American pursuit pilot during World War I

Alvin Andrew Callender (4 July 1893 – 30 October 1918) was an American pursuit pilot and a flying ace in World War I.

He died near Ghislain, France in combat on 30 October 1918.

==Biography==
Born in New Orleans in 1893, he was a graduate of Tulane University with a degree in architecture. Callender served on the Mexican border with the National Guard in 1916.

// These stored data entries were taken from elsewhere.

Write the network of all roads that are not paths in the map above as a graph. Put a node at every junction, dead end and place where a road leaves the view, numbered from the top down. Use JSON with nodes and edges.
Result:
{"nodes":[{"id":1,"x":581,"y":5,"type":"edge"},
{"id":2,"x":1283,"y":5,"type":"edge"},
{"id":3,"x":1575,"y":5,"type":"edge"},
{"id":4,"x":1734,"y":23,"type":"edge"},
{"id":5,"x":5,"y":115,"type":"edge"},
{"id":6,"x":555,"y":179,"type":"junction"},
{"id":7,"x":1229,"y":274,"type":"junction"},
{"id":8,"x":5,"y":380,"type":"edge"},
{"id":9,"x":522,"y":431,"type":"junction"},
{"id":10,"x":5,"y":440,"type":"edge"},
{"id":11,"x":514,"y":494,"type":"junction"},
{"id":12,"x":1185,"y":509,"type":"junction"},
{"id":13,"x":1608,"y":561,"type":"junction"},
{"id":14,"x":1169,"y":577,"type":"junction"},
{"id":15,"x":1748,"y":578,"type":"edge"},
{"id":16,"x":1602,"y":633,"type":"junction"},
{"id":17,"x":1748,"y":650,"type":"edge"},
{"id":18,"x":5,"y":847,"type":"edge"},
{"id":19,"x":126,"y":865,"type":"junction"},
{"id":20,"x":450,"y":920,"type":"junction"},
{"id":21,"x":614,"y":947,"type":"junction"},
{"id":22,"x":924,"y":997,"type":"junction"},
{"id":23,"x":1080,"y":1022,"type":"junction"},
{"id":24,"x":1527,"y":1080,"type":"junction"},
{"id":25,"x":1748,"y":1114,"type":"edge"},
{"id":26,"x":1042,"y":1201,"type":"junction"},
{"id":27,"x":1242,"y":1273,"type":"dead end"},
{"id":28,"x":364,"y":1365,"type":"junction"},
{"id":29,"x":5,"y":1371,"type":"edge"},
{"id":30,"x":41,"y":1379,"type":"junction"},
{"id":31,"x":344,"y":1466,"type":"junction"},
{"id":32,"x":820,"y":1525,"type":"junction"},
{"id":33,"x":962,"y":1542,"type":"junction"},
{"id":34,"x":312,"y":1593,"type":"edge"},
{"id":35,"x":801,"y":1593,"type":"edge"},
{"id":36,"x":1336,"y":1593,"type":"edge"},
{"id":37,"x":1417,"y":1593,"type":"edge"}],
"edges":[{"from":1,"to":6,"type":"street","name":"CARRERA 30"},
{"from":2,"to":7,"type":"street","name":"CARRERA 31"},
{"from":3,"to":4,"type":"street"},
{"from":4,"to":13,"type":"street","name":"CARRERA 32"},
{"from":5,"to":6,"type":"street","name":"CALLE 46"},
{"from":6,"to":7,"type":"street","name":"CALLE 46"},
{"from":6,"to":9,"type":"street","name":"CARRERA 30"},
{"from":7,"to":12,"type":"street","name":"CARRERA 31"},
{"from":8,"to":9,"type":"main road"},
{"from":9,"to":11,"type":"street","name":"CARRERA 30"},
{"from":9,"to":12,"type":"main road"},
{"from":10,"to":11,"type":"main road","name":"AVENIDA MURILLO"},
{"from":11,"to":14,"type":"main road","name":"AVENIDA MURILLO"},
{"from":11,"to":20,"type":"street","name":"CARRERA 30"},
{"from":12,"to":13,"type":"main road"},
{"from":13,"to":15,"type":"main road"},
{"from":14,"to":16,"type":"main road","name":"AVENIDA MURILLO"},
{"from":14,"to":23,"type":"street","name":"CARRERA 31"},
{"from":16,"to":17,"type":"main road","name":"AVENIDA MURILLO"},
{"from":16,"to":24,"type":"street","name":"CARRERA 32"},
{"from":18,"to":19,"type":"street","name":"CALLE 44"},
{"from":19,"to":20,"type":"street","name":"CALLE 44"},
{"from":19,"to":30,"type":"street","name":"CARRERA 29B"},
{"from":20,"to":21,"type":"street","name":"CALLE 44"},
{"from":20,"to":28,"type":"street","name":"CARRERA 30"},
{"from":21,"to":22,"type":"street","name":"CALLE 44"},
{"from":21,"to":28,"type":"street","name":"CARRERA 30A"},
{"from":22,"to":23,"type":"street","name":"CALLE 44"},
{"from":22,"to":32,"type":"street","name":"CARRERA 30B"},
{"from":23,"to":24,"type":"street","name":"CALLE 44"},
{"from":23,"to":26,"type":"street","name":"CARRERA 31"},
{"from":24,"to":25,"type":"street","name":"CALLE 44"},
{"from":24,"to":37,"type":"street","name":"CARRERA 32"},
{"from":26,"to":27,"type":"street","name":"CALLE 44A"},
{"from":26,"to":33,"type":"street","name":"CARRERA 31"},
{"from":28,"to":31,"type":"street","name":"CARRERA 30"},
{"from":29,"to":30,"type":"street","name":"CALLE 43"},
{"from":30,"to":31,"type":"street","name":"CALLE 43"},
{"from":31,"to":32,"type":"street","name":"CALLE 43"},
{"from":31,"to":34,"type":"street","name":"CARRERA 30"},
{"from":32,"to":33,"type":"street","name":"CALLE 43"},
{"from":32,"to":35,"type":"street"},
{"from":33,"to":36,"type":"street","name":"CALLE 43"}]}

Callender joined the Royal Flying Corps at Camp Baden, Canada in June 1917. He attended RFC training schools at Fort Worth, Texas and also in England, where he was at the Central Flying School. He was deployed to France and assigned to 32 Squadron, equipped with SE-5As. Shortly after his second victory he was shot down by an enemy fighter on 10 June, but survived unhurt. He was promoted to flight commander in early September 1918, however, on 30 October he was again shot down. He crashed within British lines and later died of his injuries. He was awarded eight aerial victories, his last being achieved on 24 September 1918.

==Eponyms==

- New Orleans' first municipal airport was named Alvin Callender Field in 1926.
- A Civil Air Patrol composite squadron in New Orleans Lakefront Airport (KNEW) was named in his honor.
- Alvin Callender Street, New Orleans, LA is a small road in Uptown New Orleans by the Mississippi River.